Creating a new ecosystem for recreational Internet activity is not a small-scale opportunity. For the first time in history, the tools and platforms are in place to put this scale of challenge within reach of the tech entrepreneur community.

Summary

Entrepreneurs will take a lead role forming and driving new Internet ecosystem opportunities, enabled by a combination of open source resources, the power of crowds, and motivated ecosystem partners.

In the past, the infrastructure and platform development requirements for any technology-based ecosystem created significant challenges for any entrepreneurial startup with an eye on developing an entirely new ecosystem. This has changed thanks to the availability of open source communities and commercial cloud computing service providers. As entrepreneurs discover how to use the power of crowd sourcing, the power of elastic human resources will also become available.

These developments serve to significantly elevate the capabilities of entrepreneurs with an aim of launching new Internet ecosystems. The tools to launch high-value ecosystems are in place for the entrepreneur.

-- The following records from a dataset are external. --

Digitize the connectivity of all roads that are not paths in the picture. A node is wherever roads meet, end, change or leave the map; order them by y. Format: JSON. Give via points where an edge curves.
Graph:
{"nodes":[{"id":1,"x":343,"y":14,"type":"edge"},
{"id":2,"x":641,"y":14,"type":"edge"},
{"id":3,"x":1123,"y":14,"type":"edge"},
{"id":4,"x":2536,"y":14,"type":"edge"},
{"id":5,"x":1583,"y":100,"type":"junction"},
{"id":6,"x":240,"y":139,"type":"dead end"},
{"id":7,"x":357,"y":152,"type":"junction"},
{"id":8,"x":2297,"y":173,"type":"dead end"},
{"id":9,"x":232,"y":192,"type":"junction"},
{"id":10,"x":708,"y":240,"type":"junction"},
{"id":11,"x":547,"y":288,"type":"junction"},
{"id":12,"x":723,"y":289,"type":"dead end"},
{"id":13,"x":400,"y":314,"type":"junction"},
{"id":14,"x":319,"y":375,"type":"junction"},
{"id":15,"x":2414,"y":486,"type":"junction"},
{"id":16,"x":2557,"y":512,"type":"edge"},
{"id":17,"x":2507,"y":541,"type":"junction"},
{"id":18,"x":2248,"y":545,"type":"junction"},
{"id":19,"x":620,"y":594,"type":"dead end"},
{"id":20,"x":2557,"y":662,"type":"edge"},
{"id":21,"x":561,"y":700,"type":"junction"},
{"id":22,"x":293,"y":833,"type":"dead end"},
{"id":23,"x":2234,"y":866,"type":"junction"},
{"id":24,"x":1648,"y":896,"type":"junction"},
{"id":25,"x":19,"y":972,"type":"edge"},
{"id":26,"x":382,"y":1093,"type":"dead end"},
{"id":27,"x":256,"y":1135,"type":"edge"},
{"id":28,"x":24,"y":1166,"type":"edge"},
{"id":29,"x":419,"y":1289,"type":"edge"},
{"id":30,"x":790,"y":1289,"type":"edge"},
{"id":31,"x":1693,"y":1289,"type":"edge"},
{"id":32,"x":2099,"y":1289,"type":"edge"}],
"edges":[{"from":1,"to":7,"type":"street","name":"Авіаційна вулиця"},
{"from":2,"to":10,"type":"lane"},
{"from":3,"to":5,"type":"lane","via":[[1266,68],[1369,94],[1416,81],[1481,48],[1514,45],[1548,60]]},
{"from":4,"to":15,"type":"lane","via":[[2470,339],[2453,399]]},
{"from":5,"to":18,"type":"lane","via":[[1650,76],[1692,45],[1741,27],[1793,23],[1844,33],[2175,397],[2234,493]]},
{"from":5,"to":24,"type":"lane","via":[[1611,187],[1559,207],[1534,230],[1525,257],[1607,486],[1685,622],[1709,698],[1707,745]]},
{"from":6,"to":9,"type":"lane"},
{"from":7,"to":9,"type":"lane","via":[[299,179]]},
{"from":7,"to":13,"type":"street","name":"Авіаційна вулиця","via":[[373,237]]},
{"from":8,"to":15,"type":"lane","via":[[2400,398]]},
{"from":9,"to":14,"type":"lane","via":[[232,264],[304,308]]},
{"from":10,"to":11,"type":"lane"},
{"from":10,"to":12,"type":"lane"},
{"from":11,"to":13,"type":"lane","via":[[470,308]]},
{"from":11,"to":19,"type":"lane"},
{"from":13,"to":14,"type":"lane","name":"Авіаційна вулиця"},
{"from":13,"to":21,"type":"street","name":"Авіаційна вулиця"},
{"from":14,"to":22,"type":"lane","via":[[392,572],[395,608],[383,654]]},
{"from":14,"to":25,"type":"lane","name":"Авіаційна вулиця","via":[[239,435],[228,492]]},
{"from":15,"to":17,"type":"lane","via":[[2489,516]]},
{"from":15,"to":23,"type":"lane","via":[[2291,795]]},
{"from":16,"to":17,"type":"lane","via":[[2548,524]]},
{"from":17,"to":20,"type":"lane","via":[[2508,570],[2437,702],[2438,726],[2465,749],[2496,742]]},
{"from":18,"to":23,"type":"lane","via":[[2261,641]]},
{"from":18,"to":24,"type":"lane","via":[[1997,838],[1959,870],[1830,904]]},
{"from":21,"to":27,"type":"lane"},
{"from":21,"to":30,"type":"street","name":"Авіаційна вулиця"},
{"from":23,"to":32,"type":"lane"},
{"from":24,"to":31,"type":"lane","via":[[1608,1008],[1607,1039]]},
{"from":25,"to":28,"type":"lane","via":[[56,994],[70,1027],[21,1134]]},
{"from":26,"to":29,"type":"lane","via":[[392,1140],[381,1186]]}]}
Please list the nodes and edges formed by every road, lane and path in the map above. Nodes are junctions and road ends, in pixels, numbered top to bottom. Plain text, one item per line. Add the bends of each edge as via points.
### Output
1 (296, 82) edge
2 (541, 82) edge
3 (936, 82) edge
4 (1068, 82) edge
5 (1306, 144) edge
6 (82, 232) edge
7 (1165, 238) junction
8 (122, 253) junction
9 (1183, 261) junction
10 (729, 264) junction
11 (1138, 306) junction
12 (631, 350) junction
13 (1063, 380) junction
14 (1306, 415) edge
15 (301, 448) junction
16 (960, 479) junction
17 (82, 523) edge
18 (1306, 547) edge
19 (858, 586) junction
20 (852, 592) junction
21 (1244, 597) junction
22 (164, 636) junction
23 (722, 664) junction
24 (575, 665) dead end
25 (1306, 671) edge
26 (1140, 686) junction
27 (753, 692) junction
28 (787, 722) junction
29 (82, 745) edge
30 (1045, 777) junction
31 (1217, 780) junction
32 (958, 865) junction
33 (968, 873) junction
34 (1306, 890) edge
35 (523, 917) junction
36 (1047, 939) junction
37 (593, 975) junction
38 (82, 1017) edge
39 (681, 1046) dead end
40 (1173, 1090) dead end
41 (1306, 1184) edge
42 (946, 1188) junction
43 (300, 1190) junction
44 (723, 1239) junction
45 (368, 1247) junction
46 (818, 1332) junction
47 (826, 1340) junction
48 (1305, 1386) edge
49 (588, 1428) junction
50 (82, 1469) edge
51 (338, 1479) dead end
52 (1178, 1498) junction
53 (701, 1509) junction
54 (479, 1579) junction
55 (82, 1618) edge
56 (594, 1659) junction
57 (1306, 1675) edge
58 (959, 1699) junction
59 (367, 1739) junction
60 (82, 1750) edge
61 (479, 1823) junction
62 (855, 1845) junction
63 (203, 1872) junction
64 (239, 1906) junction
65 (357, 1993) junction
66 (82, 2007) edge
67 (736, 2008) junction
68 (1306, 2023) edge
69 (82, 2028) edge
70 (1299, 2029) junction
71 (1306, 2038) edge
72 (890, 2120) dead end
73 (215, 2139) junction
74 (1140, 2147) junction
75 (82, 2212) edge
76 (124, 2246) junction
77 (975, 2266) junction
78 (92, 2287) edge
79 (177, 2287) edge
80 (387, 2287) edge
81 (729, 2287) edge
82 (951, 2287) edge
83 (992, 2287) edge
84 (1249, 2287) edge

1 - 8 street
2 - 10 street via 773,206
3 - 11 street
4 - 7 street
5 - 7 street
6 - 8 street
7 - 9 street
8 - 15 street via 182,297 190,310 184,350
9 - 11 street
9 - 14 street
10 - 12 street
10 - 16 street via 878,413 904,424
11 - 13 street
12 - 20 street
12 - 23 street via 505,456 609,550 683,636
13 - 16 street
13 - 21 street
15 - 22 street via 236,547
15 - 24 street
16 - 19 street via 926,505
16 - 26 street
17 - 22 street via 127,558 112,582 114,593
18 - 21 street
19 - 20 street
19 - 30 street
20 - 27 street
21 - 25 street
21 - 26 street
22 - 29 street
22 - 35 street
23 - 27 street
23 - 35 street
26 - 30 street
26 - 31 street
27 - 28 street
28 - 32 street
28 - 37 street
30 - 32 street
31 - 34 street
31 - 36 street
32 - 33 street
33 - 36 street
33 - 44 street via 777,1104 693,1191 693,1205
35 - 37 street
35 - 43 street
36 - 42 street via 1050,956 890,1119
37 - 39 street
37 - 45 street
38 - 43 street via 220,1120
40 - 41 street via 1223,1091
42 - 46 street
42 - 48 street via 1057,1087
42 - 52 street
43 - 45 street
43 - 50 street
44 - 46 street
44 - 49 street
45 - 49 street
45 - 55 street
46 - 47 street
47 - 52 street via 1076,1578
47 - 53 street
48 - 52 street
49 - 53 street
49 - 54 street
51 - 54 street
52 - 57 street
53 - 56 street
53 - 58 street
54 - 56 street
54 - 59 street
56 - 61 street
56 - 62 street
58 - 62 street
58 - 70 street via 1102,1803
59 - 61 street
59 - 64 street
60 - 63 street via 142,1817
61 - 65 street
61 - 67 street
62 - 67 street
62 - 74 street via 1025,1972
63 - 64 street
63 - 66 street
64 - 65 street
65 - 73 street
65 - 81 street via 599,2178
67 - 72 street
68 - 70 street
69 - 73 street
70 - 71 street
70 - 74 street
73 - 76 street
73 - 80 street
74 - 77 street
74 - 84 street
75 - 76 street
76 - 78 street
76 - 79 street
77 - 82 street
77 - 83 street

A new and healthy relationship will develop between entrepreneurs and big companies. The entrepreneurs will move quickly to exploit new opportunities to create high-value ecosystems, leveraging the best of the startup and big company cultures. Entrepreneurial startups will continue to be strategic tools for big companies, and investments and ecosystems will increasingly reflect this relationship. As ecosystems develop and grow, control will migrate from the entrepreneurs to the big companies that will productize and scale the ecosystem.

iPic Innovations will be a good test case to watch. All the elements of a disruptive ecosystem that will leverage open source, cloud computing, and crowd sourcing exist. The iPic Innovations value proposition is a good fit with many service provider aspirations so it will also be a good test of the potential for startup and big company ecosystem collaboration.